*DATASET ENTRIES*.
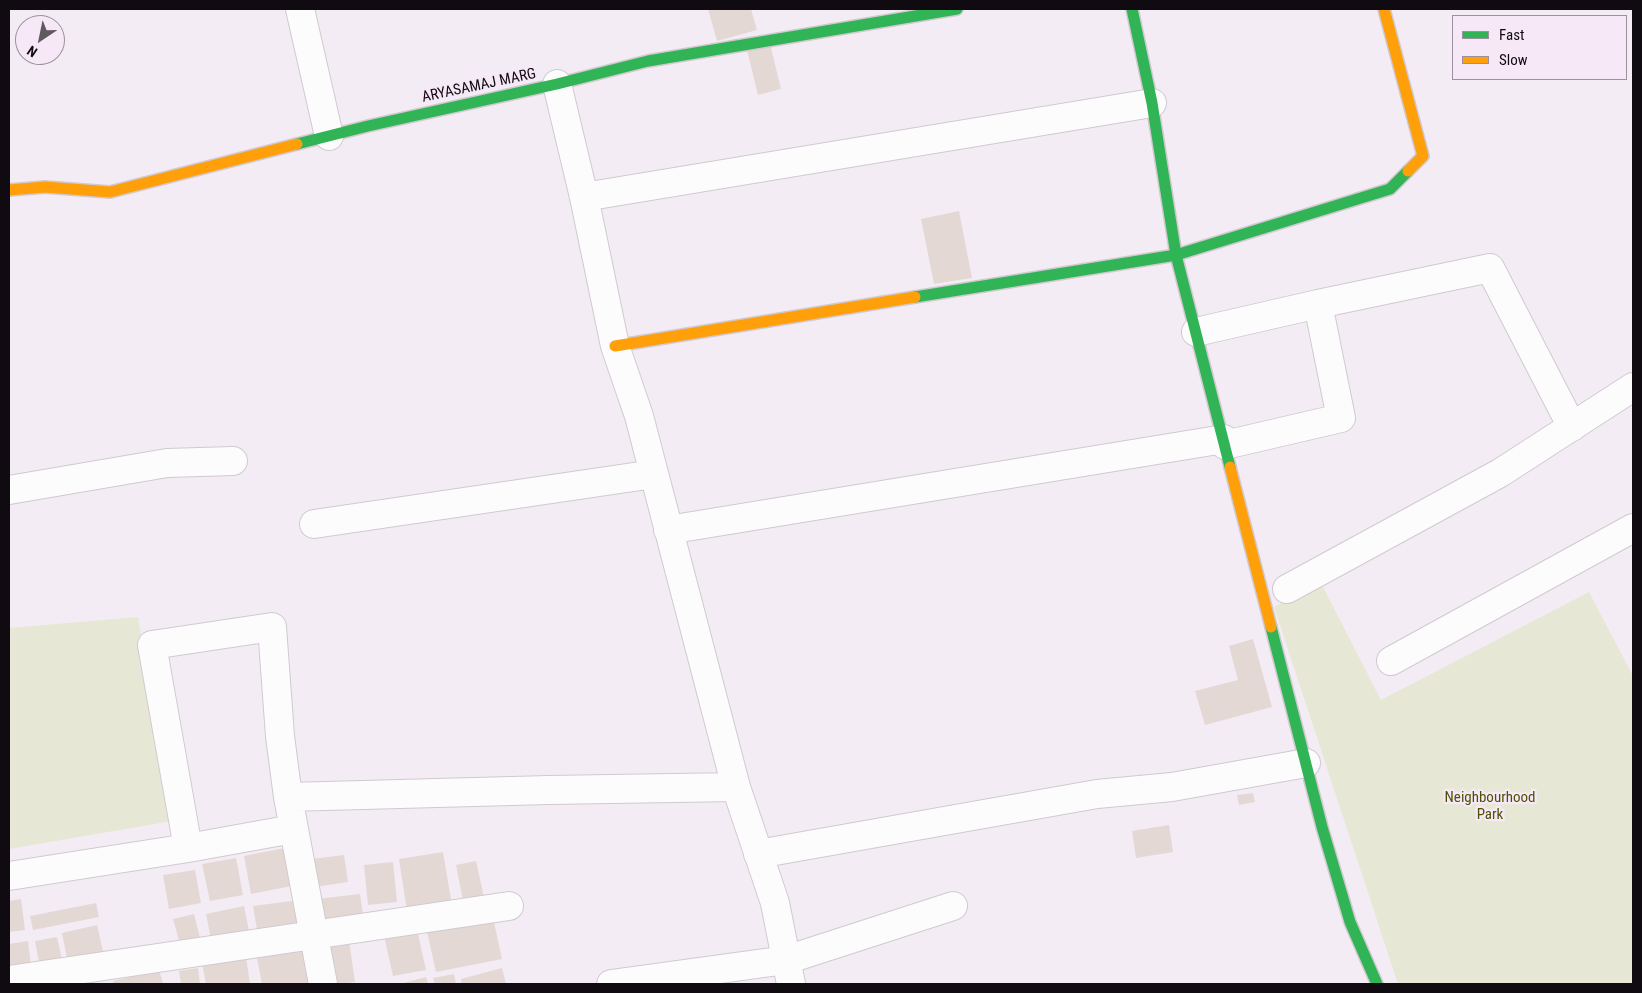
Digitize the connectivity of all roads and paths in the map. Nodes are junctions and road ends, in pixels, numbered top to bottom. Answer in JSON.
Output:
{"nodes":[{"id":1,"x":300,"y":9,"type":"edge"},
{"id":2,"x":957,"y":9,"type":"edge"},
{"id":3,"x":1132,"y":9,"type":"edge"},
{"id":4,"x":1384,"y":9,"type":"edge"},
{"id":5,"x":556,"y":84,"type":"junction"},
{"id":6,"x":1152,"y":103,"type":"junction"},
{"id":7,"x":329,"y":136,"type":"junction"},
{"id":8,"x":9,"y":190,"type":"edge"},
{"id":9,"x":584,"y":197,"type":"junction"},
{"id":10,"x":1176,"y":255,"type":"junction"},
{"id":11,"x":1318,"y":304,"type":"junction"},
{"id":12,"x":1196,"y":332,"type":"junction"},
{"id":13,"x":615,"y":346,"type":"junction"},
{"id":14,"x":1633,"y":388,"type":"edge"},
{"id":15,"x":1572,"y":427,"type":"junction"},
{"id":16,"x":1225,"y":442,"type":"junction"},
{"id":17,"x":233,"y":461,"type":"dead end"},
{"id":18,"x":654,"y":474,"type":"junction"},
{"id":19,"x":9,"y":490,"type":"edge"},
{"id":20,"x":314,"y":524,"type":"dead end"},
{"id":21,"x":1633,"y":528,"type":"edge"},
{"id":22,"x":668,"y":530,"type":"junction"},
{"id":23,"x":1287,"y":589,"type":"dead end"},
{"id":24,"x":1391,"y":661,"type":"dead end"},
{"id":25,"x":1306,"y":764,"type":"junction"},
{"id":26,"x":736,"y":787,"type":"junction"},
{"id":27,"x":288,"y":797,"type":"junction"},
{"id":28,"x":293,"y":829,"type":"junction"},
{"id":29,"x":188,"y":848,"type":"junction"},
{"id":30,"x":758,"y":854,"type":"junction"},
{"id":31,"x":9,"y":876,"type":"edge"},
{"id":32,"x":509,"y":906,"type":"dead end"},
{"id":33,"x":954,"y":906,"type":"dead end"},
{"id":34,"x":314,"y":935,"type":"junction"},
{"id":35,"x":789,"y":972,"type":"edge"},
{"id":36,"x":9,"y":980,"type":"edge"},
{"id":37,"x":323,"y":984,"type":"edge"},
{"id":38,"x":611,"y":984,"type":"edge"},
{"id":39,"x":1377,"y":984,"type":"edge"}],
"edges":[{"from":1,"to":7,"type":"street"},
{"from":2,"to":5,"type":"street","name":"ARYASAMAJ MARG"},
{"from":3,"to":6,"type":"street"},
{"from":4,"to":10,"type":"street"},
{"from":5,"to":7,"type":"street","name":"ARYASAMAJ MARG"},
{"from":5,"to":9,"type":"street"},
{"from":6,"to":9,"type":"street"},
{"from":6,"to":10,"type":"street"},
{"from":7,"to":8,"type":"street","name":"ARYASAMAJ MARG"},
{"from":9,"to":13,"type":"street"},
{"from":10,"to":12,"type":"street"},
{"from":10,"to":13,"type":"street"},
{"from":11,"to":12,"type":"street"},
{"from":11,"to":15,"type":"street"},
{"from":11,"to":16,"type":"street"},
{"from":12,"to":16,"type":"street"},
{"from":13,"to":18,"type":"street"},
{"from":14,"to":15,"type":"street"},
{"from":15,"to":23,"type":"street"},
{"from":16,"to":22,"type":"street"},
{"from":16,"to":25,"type":"street"},
{"from":17,"to":19,"type":"street"},
{"from":18,"to":20,"type":"street"},
{"from":18,"to":22,"type":"street"},
{"from":21,"to":24,"type":"street"},
{"from":22,"to":26,"type":"street"},
{"from":25,"to":30,"type":"street"},
{"from":25,"to":39,"type":"street"},
{"from":26,"to":27,"type":"street"},
{"from":26,"to":30,"type":"street"},
{"from":27,"to":28,"type":"street"},
{"from":27,"to":29,"type":"street"},
{"from":28,"to":29,"type":"street"},
{"from":28,"to":34,"type":"street"},
{"from":29,"to":31,"type":"street"},
{"from":30,"to":35,"type":"street"},
{"from":32,"to":34,"type":"street"},
{"from":33,"to":35,"type":"street"},
{"from":34,"to":36,"type":"street"},
{"from":34,"to":37,"type":"street"},
{"from":35,"to":38,"type":"street"}]}
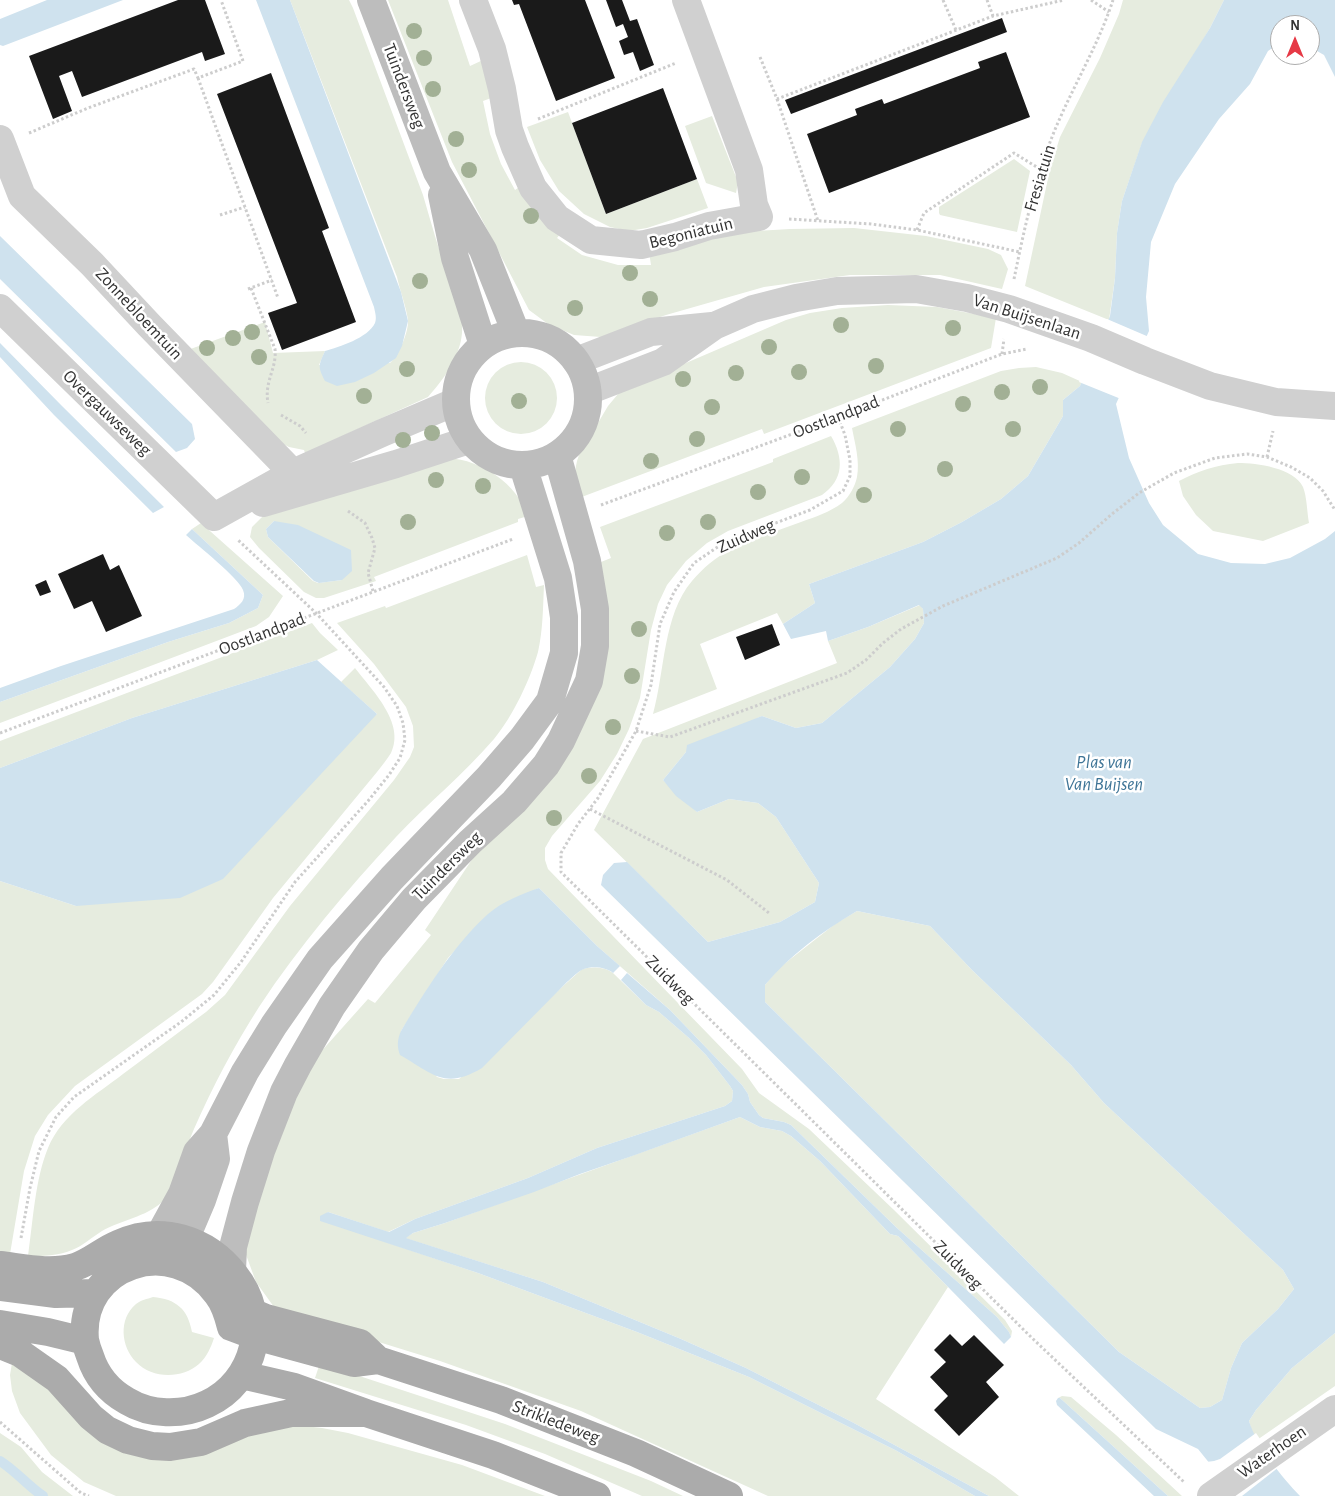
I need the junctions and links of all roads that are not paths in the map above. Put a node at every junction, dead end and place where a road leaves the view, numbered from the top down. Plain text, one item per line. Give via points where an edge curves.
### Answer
1 (371, 0) edge
2 (473, 0) edge
3 (686, 0) edge
4 (1, 142) edge
5 (438, 172) junction
6 (0, 308) edge
7 (714, 326) junction
8 (516, 333) junction
9 (483, 345) junction
10 (576, 361) junction
11 (588, 391) junction
12 (455, 402) junction
13 (1335, 406) edge
14 (469, 440) junction
15 (557, 456) junction
16 (524, 466) junction
17 (293, 473) junction
18 (214, 517) junction
19 (173, 1246) junction
20 (232, 1271) junction
21 (5, 1273) edge
22 (96, 1293) junction
23 (0, 1324) edge
24 (254, 1324) junction
25 (86, 1341) junction
26 (0, 1345) edge
27 (242, 1375) junction
28 (1335, 1408) edge
29 (366, 1413) junction
30 (1208, 1491) edge
31 (597, 1496) edge
32 (729, 1496) edge

1 - 5 main road, Tuindersweg
2 - 3 street, Begoniatuin via 492,49 509,130 533,188 557,218 591,240 641,245 709,226 759,217 748,170
4 - 17 street, Zonnebloemtuin via 22,196
5 - 8 main road, Tuindersweg via 483,250
5 - 9 main road, Tuindersweg via 455,258
6 - 18 street, Overgauwseweg
7 - 10 street, Van Buijsenlaan via 651,332
7 - 11 street, Van Buijsenlaan via 663,362
7 - 13 street, Van Buijsenlaan via 753,309 796,298 837,291 916,290 1008,309 1210,386 1276,402
8 - 9 main road
8 - 10 main road via 550,339
9 - 12 main road via 468,361 458,380
10 - 11 main road
11 - 15 main road via 588,410 582,428 572,444
12 - 14 main road
12 - 17 street
14 - 16 main road via 484,454 503,463
14 - 18 street
15 - 16 main road
15 - 20 main road, Tuindersweg via 587,561 595,610 595,646 589,681 546,765 514,802 414,899 371,950 332,1006 298,1065 262,1151 233,1247
16 - 19 main road, Tuindersweg via 558,578 564,617 564,653 550,701 488,777 320,960 274,1025 245,1072 214,1134 216,1159 202,1200
17 - 18 street
19 - 20 main road via 202,1246
19 - 21 main road via 146,1235 128,1239 76,1266
19 - 22 main road via 157,1260 120,1270
19 - 24 main road via 218,1295 231,1327
20 - 24 main road via 248,1298
21 - 22 main road via 56,1294
22 - 25 main road via 86,1321
23 - 25 main road
24 - 27 main road via 251,1355
24 - 32 main road, Strikledeweg via 354,1363 378,1360 501,1400 636,1453
25 - 27 main road via 92,1362 116,1395 134,1406 152,1411 170,1413 206,1405 220,1398
26 - 29 main road via 20,1353 57,1379 107,1430 152,1446 201,1442 245,1423 291,1413
27 - 29 main road via 294,1387
28 - 30 street, Waterhoen via 1273,1453
29 - 31 main road via 493,1455

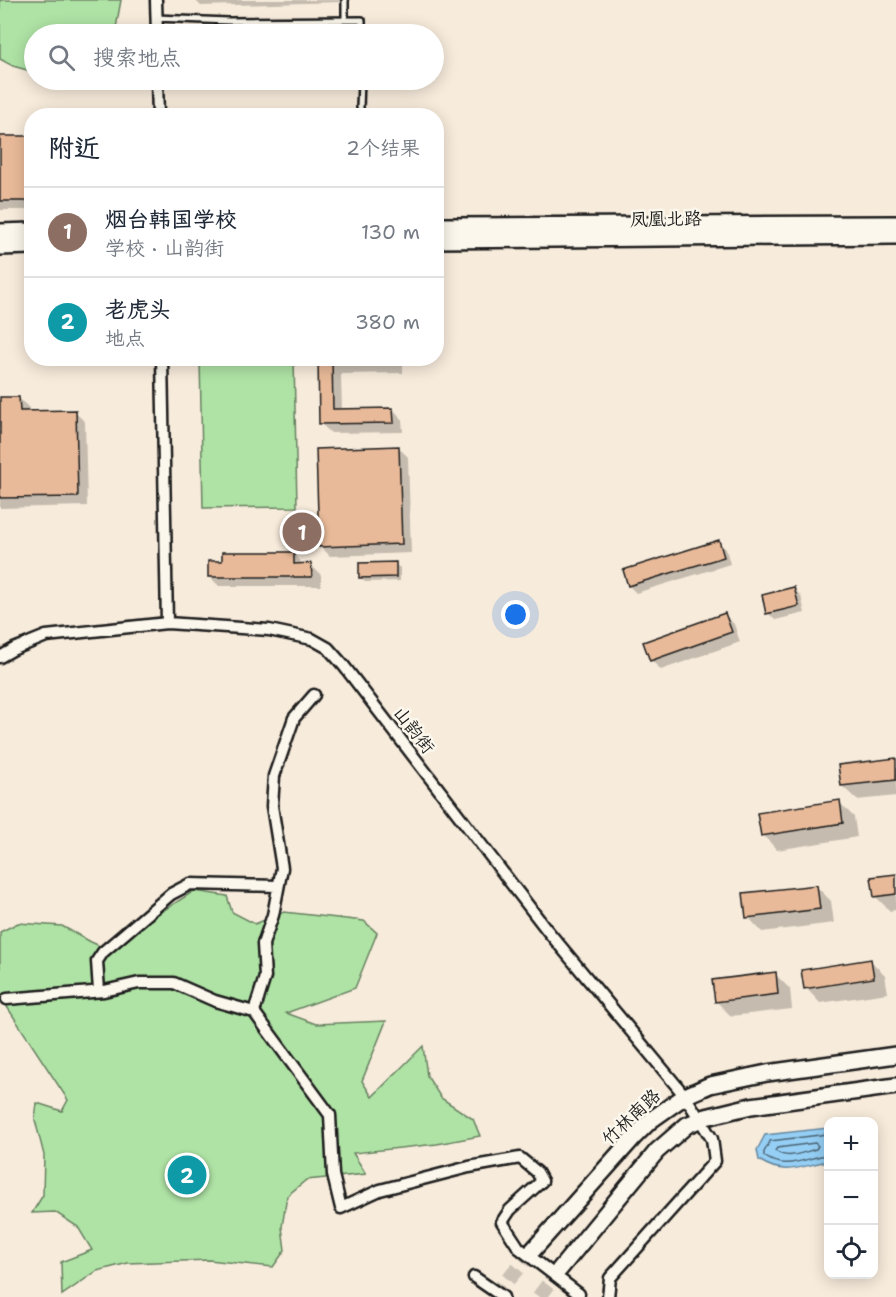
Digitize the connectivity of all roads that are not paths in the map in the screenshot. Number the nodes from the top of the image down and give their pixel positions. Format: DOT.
graph roads {
  1 [pos="156,0"];
  2 [pos="345,0"];
  3 [pos="156,18"];
  4 [pos="345,20"];
  5 [pos="156,24"];
  6 [pos="362,24"];
  7 [pos="158,90"];
  8 [pos="361,90"];
  9 [pos="158,108"];
  10 [pos="360,108"];
  11 [pos="896,224"];
  12 [pos="444,226"];
  13 [pos="24,231"];
  14 [pos="0,232"];
  15 [pos="896,236"];
  16 [pos="444,240"];
  17 [pos="24,246"];
  18 [pos="0,247"];
  19 [pos="162,366"];
  20 [pos="166,623"];
  21 [pos="0,657"];
  22 [pos="314,695"];
  23 [pos="278,886"];
  24 [pos="99,991"];
  25 [pos="8,999"];
  26 [pos="254,1012"];
  27 [pos="896,1055"];
  28 [pos="896,1086"];
  29 [pos="685,1096"];
  30 [pos="699,1120"];
  31 [pos="533,1250"];
  32 [pos="560,1270"];
  33 [pos="474,1277"];
  34 [pos="579,1293"];
  35 [pos="503,1297"];
  36 [pos="608,1297"];
  1 -- 3 [label="street"];
  2 -- 4 [label="lane"];
  3 -- 4 [label="lane"];
  3 -- 5 [label="street"];
  4 -- 6 [label="lane"];
  7 -- 9 [label="street"];
  8 -- 10 [label="lane"];
  11 -- 12 [label="street, 凤凰北路"];
  13 -- 14 [label="street"];
  15 -- 16 [label="street, 凤凰北路"];
  17 -- 18 [label="street"];
  19 -- 20 [label="street"];
  20 -- 21 [label="street, 山韵街"];
  20 -- 29 [label="street, 山韵街"];
  22 -- 23 [label="street"];
  23 -- 24 [label="street"];
  23 -- 26 [label="street"];
  24 -- 25 [label="street"];
  24 -- 26 [label="street"];
  26 -- 34 [label="street"];
  27 -- 29 [label="street, 竹林南路"];
  28 -- 30 [label="street"];
  29 -- 30 [label="street, 山韵街"];
  29 -- 31 [label="street, 竹林南路"];
  30 -- 32 [label="street"];
  30 -- 36 [label="street, 山韵街"];
  33 -- 35 [label="street"];
}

*ACTION ITEM*. Go through the entries and copy every line with "凤凰北路".

*RESPONSE TO THIS TASK*.
  11 -- 12 [label="street, 凤凰北路"];
  15 -- 16 [label="street, 凤凰北路"];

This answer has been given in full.